鈴木:CFOのパフォーマンスに最も影響を与えるのは、「CEOとの関係性」です。CEOに近いポジションだからこそ、「CEOが何を目指していて、CFOに何を期待しているのか」の認識のすり合わせが必要です。もし認識に齟齬があると、やはり結果を出し辛い。

たとえばエージェントを経由した転職は、入社前にコミュニケーションを取る機会が少ないですよね。もし転職の機会があったら、積極的に相手のことを知る時間を取るべきだと思います。

嶺井:鈴木さんのおっしゃる通りだと思います。知人のCFOの悩みの9割が「CEOとの関係」です。「事業が伸びない」とか「資金調達ができない」といったことではない。だからこそ転職の可能性があるのであれば、一定期間週末に業務を手伝うなどして、相性をチェックするのがお勧めです。

鈴木:前職の経験から、多くの創業社長に会ってきましたが、本当に強烈なんです。本気で世の中を変えようと思っていて、実現のために動き続ける。10年…場合によっては100年スパンで物事を考えているので、彼らにしか見えていない世界があり、時には合理性が無いとも思える突拍子もないことを言い出します。

CFOには、その思想の理解者になったり、時には制したり、伴走し続ける体力と知力が求められる。その覚悟がなければ、お互いに不幸になってしまいます。

会社を潰さない覚悟と推進力が「優秀さ」のモノサシ

続いて渡邉は、“優れたCFO”について、その定義を尋ねた。スタートアップ企業をIPOに導いた経験を持つ百戦錬磨の二人は、どのような見解を示すのか。嶺井氏は、「スタートアップのCFOであれば、会社を絶対に潰さない、自分が最後にケツを持つというマインドセットの有無が、優秀か否かを分ける」と語る。
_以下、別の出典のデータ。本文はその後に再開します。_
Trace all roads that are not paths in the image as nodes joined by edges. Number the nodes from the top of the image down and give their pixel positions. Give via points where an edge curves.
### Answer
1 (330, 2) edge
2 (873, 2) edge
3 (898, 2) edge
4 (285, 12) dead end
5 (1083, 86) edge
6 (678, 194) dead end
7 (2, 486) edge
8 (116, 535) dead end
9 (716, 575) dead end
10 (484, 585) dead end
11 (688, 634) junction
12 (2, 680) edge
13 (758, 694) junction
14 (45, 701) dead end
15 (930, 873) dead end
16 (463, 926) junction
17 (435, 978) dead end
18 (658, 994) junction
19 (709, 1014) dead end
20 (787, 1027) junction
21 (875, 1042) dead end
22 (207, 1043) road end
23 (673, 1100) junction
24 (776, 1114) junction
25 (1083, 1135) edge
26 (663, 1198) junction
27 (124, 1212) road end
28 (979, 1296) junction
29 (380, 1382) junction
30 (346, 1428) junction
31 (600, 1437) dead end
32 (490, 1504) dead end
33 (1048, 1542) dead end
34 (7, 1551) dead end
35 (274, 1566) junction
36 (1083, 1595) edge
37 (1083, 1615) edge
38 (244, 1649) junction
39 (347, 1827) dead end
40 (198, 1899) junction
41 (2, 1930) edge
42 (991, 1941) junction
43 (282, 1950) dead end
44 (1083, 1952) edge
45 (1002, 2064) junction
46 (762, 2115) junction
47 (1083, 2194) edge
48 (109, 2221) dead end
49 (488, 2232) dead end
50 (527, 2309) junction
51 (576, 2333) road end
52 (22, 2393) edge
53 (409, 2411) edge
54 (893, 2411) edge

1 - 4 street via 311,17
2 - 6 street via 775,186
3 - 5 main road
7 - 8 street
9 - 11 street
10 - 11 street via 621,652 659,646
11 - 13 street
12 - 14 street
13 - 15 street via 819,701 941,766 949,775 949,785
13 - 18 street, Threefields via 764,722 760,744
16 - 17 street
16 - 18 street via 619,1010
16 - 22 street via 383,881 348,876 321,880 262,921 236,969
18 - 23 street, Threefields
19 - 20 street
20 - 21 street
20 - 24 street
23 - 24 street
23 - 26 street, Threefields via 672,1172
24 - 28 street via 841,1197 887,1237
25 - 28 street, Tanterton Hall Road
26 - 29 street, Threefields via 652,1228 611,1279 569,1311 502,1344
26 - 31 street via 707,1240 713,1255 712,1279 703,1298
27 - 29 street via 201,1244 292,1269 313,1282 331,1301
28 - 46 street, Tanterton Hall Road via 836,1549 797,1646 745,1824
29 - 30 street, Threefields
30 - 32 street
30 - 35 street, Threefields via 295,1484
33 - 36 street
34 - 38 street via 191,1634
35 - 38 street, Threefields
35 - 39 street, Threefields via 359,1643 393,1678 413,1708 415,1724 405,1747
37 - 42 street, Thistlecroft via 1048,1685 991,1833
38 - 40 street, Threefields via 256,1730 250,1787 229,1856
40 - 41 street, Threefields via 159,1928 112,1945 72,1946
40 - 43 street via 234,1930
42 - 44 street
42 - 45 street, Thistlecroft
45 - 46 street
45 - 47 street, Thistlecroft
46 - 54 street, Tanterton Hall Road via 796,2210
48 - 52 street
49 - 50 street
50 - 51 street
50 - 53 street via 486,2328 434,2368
嶺井:会社のステージによって注力すべき事は変化するものの、一言で表現するなら、「会社を潰さない」ことが、アップダウンの激しいスタートアップにおいてCFOの絶対条件だと思います。つまり“ケツを持てるか”です。その上で、会社を成長させるために必要な役割を担う。この二点をクリアできていることが、自分のイメージする“優れたCFO”です。
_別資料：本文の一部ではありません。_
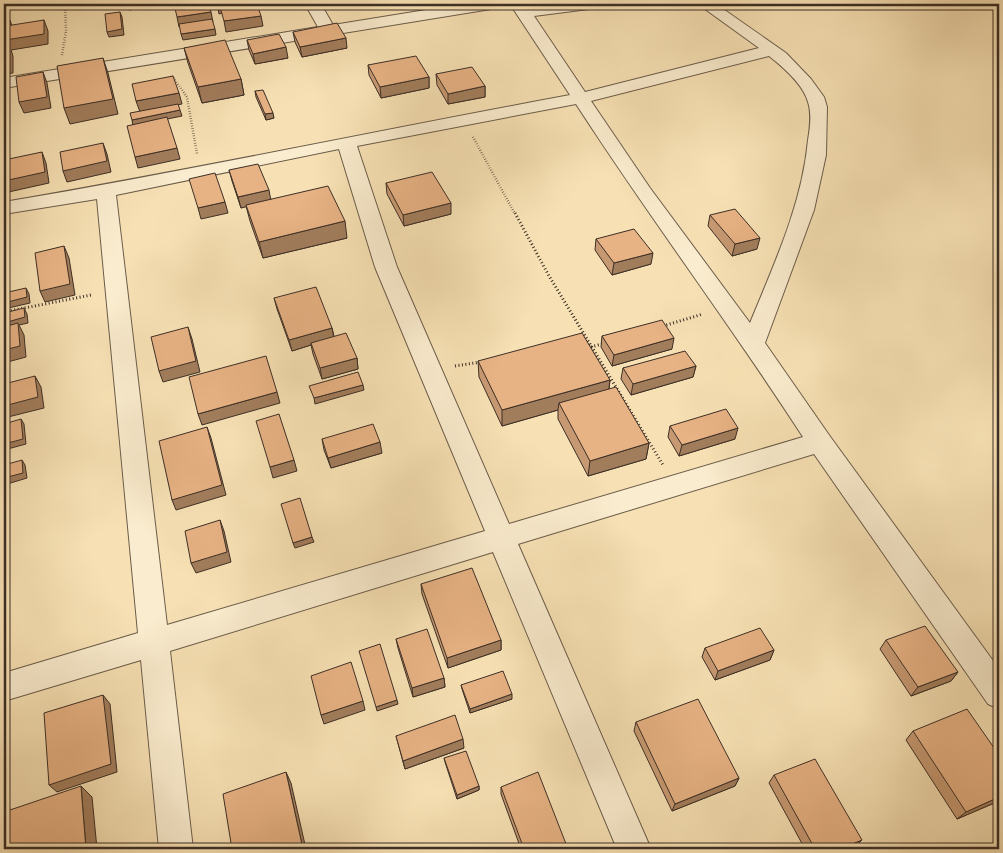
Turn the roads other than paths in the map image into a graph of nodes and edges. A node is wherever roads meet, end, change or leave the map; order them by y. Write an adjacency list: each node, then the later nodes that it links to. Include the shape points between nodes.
1 (313, 4): 6 (street)
2 (491, 4): 6 (street)
3 (589, 4): 5 (street)
4 (706, 4): 7 (street)
5 (521, 9): 9 (street)
6 (327, 29): 8 (street)
7 (772, 50): 9 (street); 13 (street, via 799,74 816,98 819,112 818,158 802,216)
8 (4, 83)
9 (581, 98): 10 (street); 13 (street, via 643,192)
10 (346, 142): 11 (street); 15 (street, via 386,267)
11 (106, 191): 12 (street); 16 (street)
12 (4, 208)
13 (753, 344): 14 (street)
14 (820, 442): 15 (street); 18 (street)
15 (500, 536): 16 (street); 20 (street)
16 (154, 642): 17 (street); 19 (street)
17 (4, 687)
18 (999, 694)
19 (176, 849)
20 (631, 849)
“財務”とは必要なときに必要な資金を調達してくることです。最高財務責任者を名乗りながら、会社が資金を調達して来なければならない最大のピンチのときに、会社の存続をCEOに委ねているようでは、財務の責任を負っているとは言えません。スタートアップにおいては「何があっても、この会社を潰さない。そして自分の力で成長させる」というマインドセットがCFOの優劣を分けると思います。

鈴木:僕も嶺井さんと同意見です。冒頭に嶺井さんが話していたことの繰り返しですが、結局は“人間力”と“リーダーシップ”が大事。ファイナンスについては学び続けるという姿勢を貫けることのほうが、よっぽど重要だと思います。

10年選手、ダブルメジャー。業界のロールモデルに続け

スタートアップ業界はこれまで、優秀なCFOが少ないことが課題とされていた。しかし渡邉は、少しずつではあるが、着実に増加していくロールモデルたちを例に挙げ、今後の業界の発展にも希望を見つけているそうだ。

渡邉:まだまだロールモデルは少ないですが、10年選手として起業家を支え続けるプレイヤーも増えてきました。たとえば株式会社ZOZOの取締役副社長兼CFO・栁澤孝旨氏や、GMO INTERNET GROUPでグループCFOを務める安田昌史氏です。

株式会社ユーグレナの取締役副社長・永田暁彦氏は、CFOとCOOを兼任しています。つまりCFOを務めながら、実質的に同社のほぼ全ての事業を管轄している。

鈴木:そうですね。肩書きとしてのCFOではなく、本物のCFOが、少しずつ増えている。ただ日本のスタートアップ業界では、未上場段階で上場後を見据えたIR戦略を構築したり、上場前と上場後のファイナンスまでをシームレスにできるプレイヤーはまだ少ない。

上場後のファイナンスとスタートアップのファイナンスは別物なので、大企業から転職し、チャレンジングな経験をすることは、非常に面白いキャリアになるのではないかと思います。